導入遺伝子を含むベクターは、MANFファミリータンパク質を発現する発現ベクターであってもよい。MANFファミリータンパク質は、CDNF又はその活性断片であってもよい。導入遺伝子は、CDNF又はその活性断片をコードするヌクレオチド配列を含んでいてもよく、上記ヌクレオチド配列は、配列番号187と少なくとも約70%の同一性を有する。導入遺伝子は、CDNF又はその活性断片をコードするヌクレオチド配列を含んでいてもよく、上記ヌクレオチド配列は、配列番号187と少なくとも約80%の同一性を有する。導入遺伝子は、CDNF又はその活性断片をコードするヌクレオチド配列を含んでいてもよく、上記ヌクレオチド配列は、配列番号187と少なくとも約90%の同一性を有する。導入遺伝子は、CDNF又はその活性断片をコードするヌクレオチド配列を含んでいてもよく、上記ヌクレオチド配列は、配列番号187と少なくとも約95%の同一性を有する。導入遺伝子は、CDNF又はその活性断片をコードするヌクレオチド配列を含んでいてもよく、上記ヌクレオチド配列は、配列番号187である。
導入遺伝子を含むベクターは、MANFファミリータンパク質を発現する発現ベクターであってもよい。MANFファミリータンパク質は、前駆CDNF又はその活性断片であってもよい。1つの例では、導入遺伝子は、配列番号5と少なくとも約80%の同一性を有するペプチド配列をコードするヌクレオチド配列を含んでいてもよい。別の例では、導入遺伝子は、配列番号5と少なくとも約90%の同一性を有するペプチド配列をコードするヌクレオチド配列を含んでいてもよい。別の例では、導入遺伝子は、配列番号5と少なくとも約95%の同一性を有するペプチド配列をコードするヌクレオチド配列を含んでいてもよい。別の例では、導入遺伝子は、配列番号5と100%の同一性を有するペプチド配列をコードするヌクレオチド配列を含んでいてもよい。こうした例のいずれでも、ペプチド配列は、配列番号5の長さの少なくとも約5%である長さを有していてもよい。こうした例のいずれでも、ペプチド配列は、配列番号5の長さの少なくとも約50%である長さを有していてもよい。
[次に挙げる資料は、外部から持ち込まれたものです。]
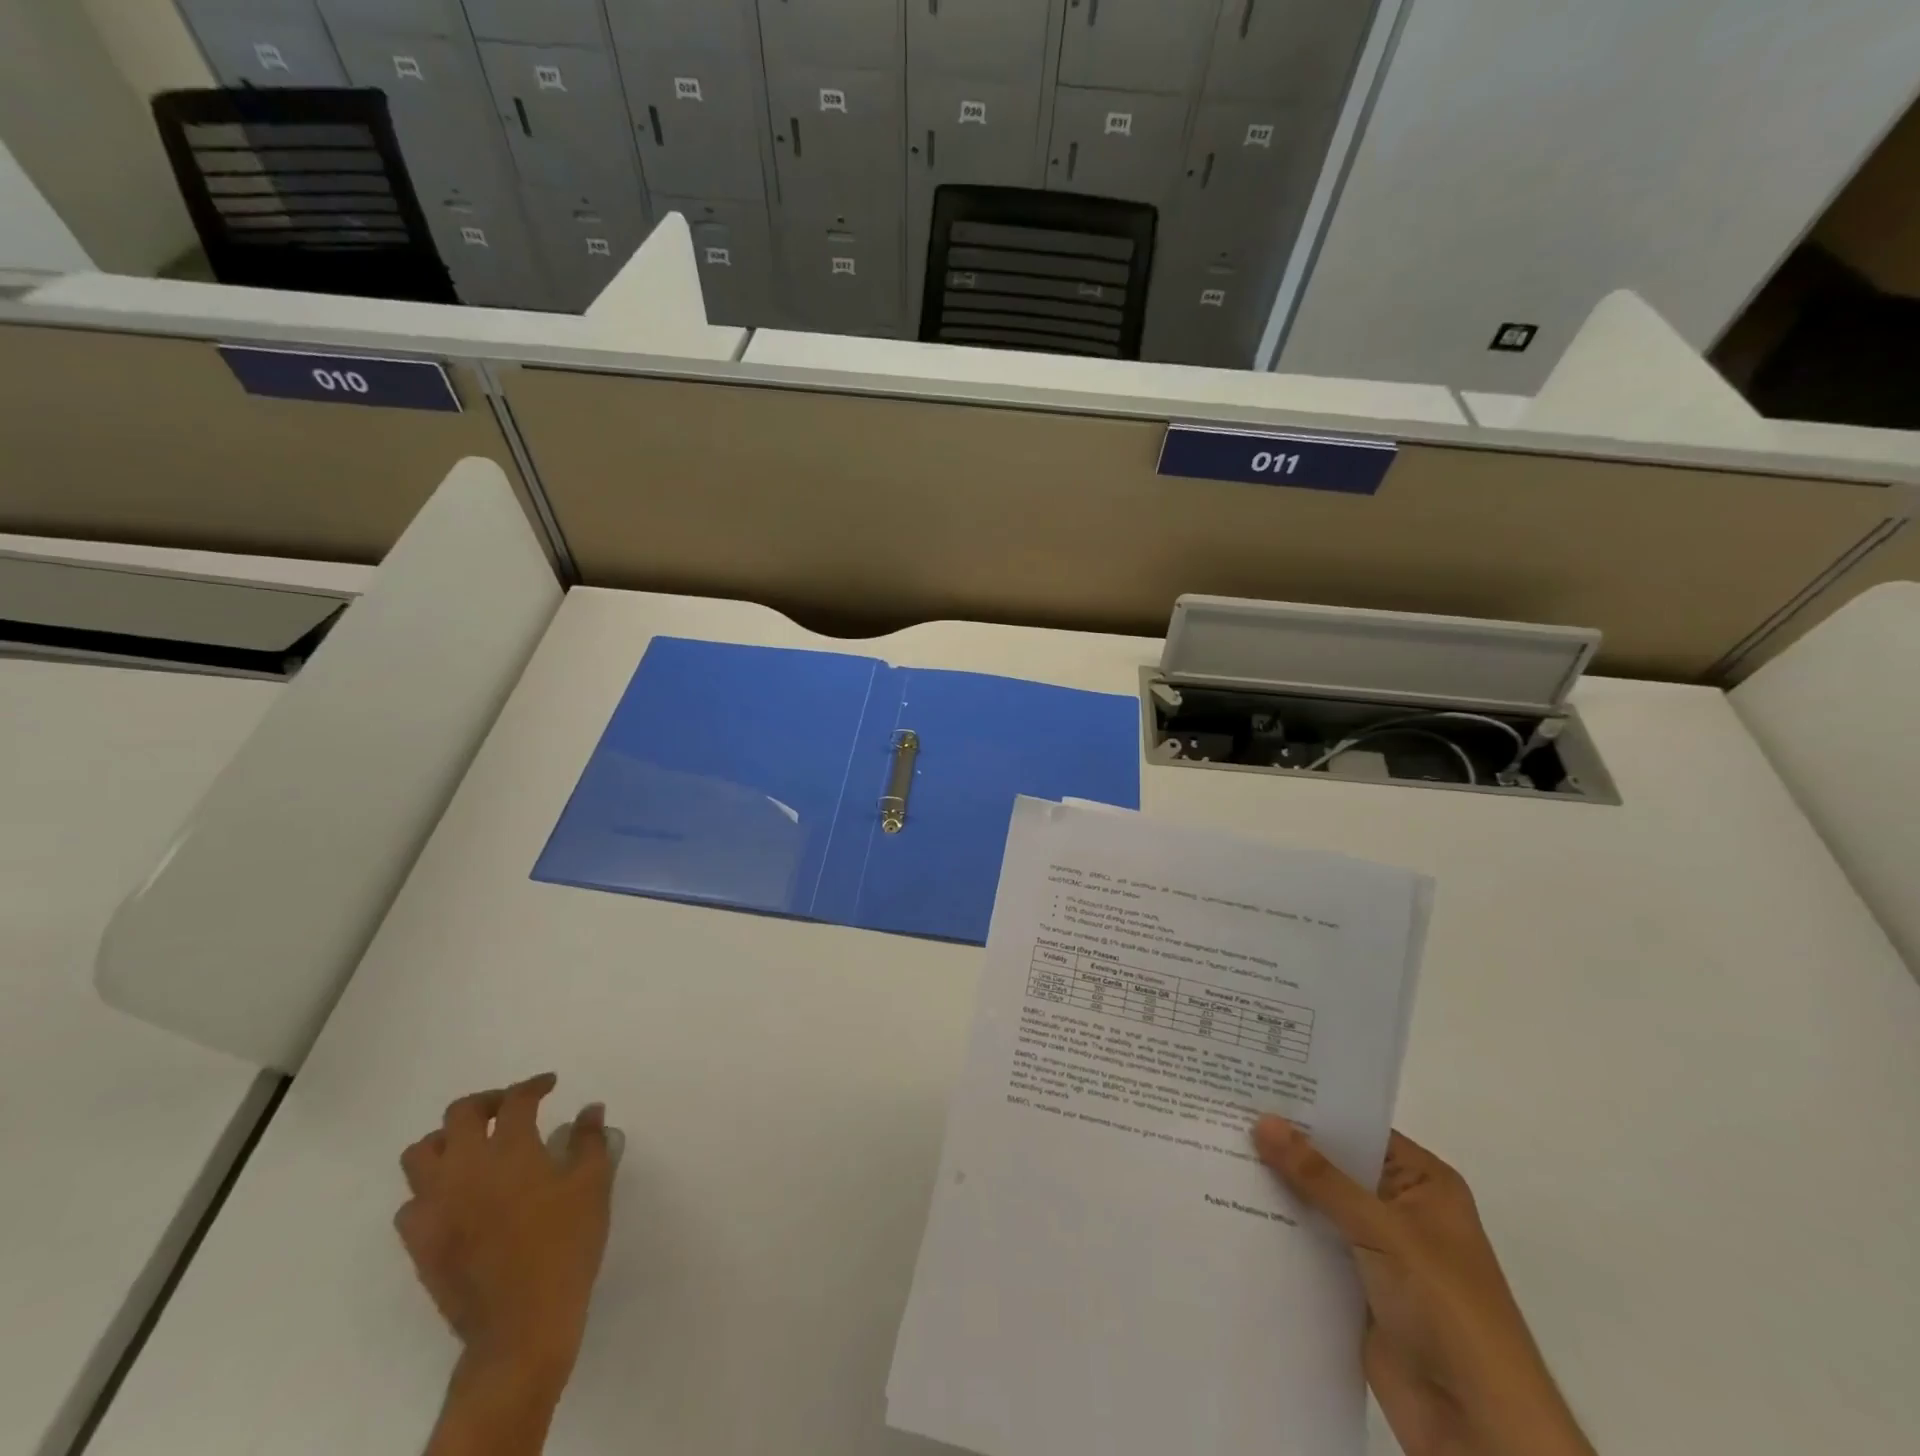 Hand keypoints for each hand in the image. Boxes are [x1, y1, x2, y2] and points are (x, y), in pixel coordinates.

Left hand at [396, 1074, 615, 1455]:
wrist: (521, 1323)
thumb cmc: (565, 1244)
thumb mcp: (593, 1184)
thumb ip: (590, 1141)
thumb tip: (590, 1110)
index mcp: (511, 1150)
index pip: (516, 1100)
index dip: (534, 1085)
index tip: (549, 1084)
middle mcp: (465, 1168)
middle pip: (459, 1114)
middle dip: (486, 1102)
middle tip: (509, 1107)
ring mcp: (435, 1206)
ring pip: (420, 1154)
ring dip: (447, 1140)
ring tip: (473, 1147)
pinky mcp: (419, 1243)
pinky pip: (410, 1203)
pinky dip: (430, 1189)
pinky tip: (456, 1197)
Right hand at [1253, 1119, 1592, 1455]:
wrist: (1477, 1426)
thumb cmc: (1445, 1307)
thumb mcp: (1382, 1230)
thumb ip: (1320, 1177)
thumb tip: (1263, 1121)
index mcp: (1423, 1183)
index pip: (1358, 1129)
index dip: (1311, 1108)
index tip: (1255, 1086)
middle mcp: (1400, 1208)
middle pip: (1333, 1166)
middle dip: (1285, 1147)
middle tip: (1224, 1112)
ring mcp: (1376, 1250)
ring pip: (1317, 1205)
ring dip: (1277, 1188)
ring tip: (1217, 1149)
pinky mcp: (1354, 1287)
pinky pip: (1310, 1245)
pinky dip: (1279, 1229)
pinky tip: (1233, 1205) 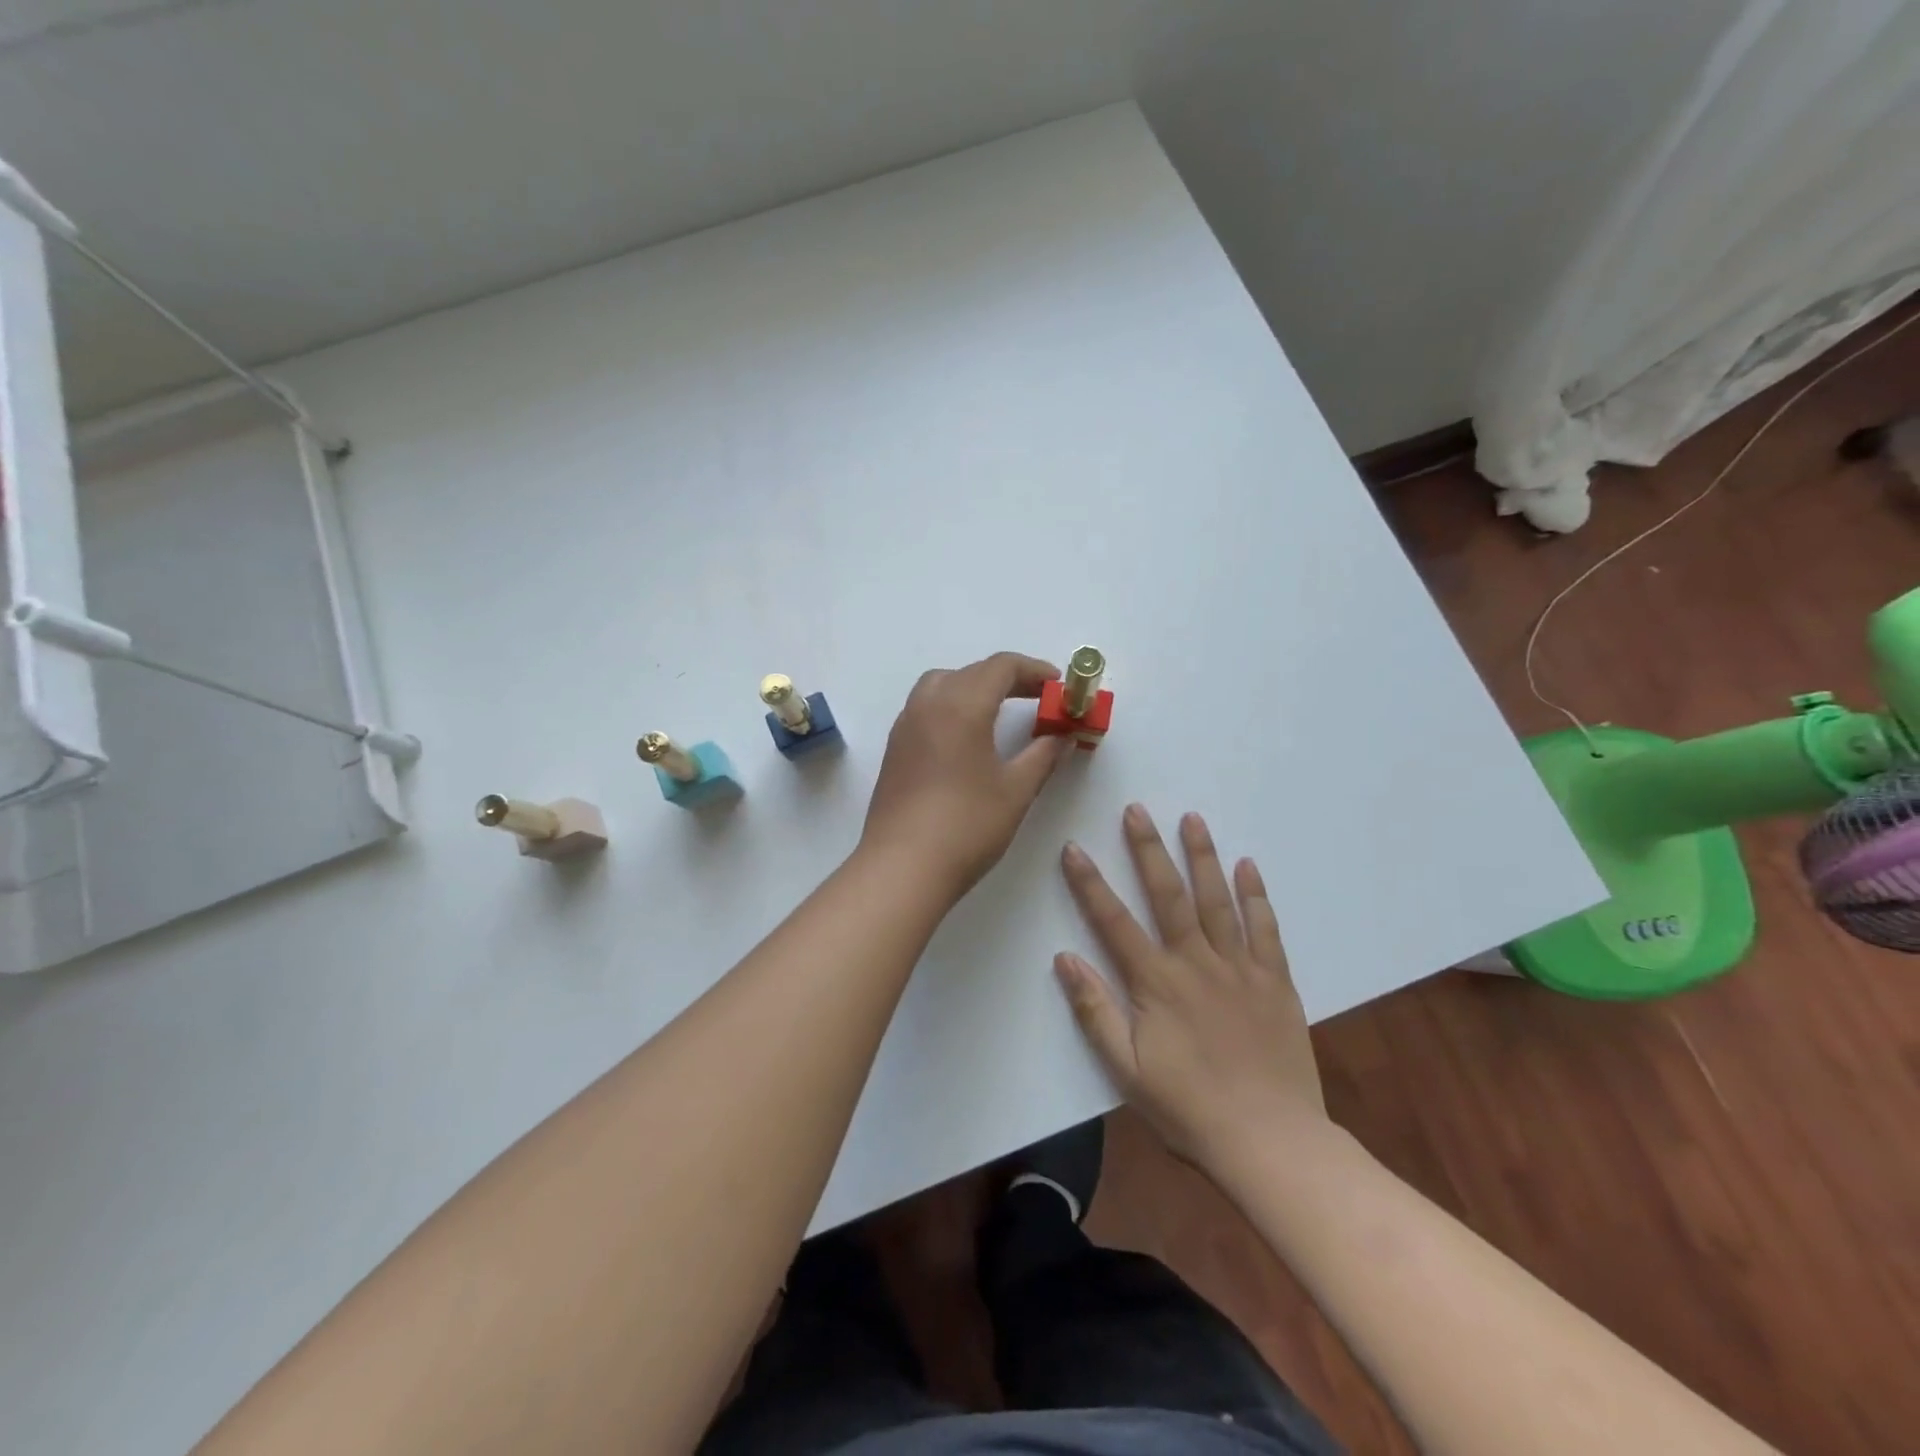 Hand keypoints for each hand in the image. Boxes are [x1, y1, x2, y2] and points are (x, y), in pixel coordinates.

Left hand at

こうした例のいずれでも、ペプチド配列は、配列番号5の長さの少なくとも約80%である長さを有していてもよい。こうした例のいずれでも、ペプチド配列は、配列番号5の長さの少なくとも約90%である長さを有していてもよい。こうした例のいずれでも、ペプチド配列は、配列番号5の長さの少なくとも約95%である長さを有していてもよい。また、こうした例のいずれでも、ペプチド配列は、最大の長さを有していてもよい。最大の長さは、例えば、配列番号5の長さの100%、90%、80%、70%、60%、50%、又は25%であってもよい。
導入遺伝子を含むベクターは、MANFファミリータンパク質を発現する発現ベクターであってもよい。MANFファミリータンパク質は、成熟型又は分泌型のCDNF又はその活性断片であってもよい。1つの例では、導入遺伝子は、配列番号6と少なくとも約80%の同一性を有するペプチド配列をコードするヌクレオチド配列を含んでいてもよい。別の例では、導入遺伝子は、配列番号6と少なくとも約90%の同一性を有するペプチド配列をコードするヌクレオチド配列を含んでいてもよい。別の例では、導入遺伝子は、配列番号6と少なくとも約95%の同一性を有するペプチド配列をコードするヌクレオチド配列を含んでいてもよい。別の例では、導入遺伝子は、配列番号6と100%の同一性を有するペプチド配列をコードするヌクレオチド配列を含んでいてもよい。こうした例のいずれでも、ペプチド配列は、配列番号6の長さの少なくとも約5%である長さを有していてもよい。こうした例のいずれでも、ペプチド配列は、配列番号6の長さの少なくとも約50%である長さを有していてもよい。こうした例のいずれでも、ペプチド配列は、配列番号6の長さの少なくとも約80%である長さを有していてもよい。こうした例のいずれでも、ペプチド配列は、配列番号6の長さの少なくとも約90%である長さを有していてもよい。こうした例のいずれでも、ペプチド配列は、配列番号6の長さの少なくとも約95%である長さを有していてもよい。また、こうした例のいずれでも、ペプチド配列は、最大の長さを有していてもよい。最大の長さは、例えば、配列番号6の長さの100%、90%、80%、70%、60%、50%、又は25%であってもよい。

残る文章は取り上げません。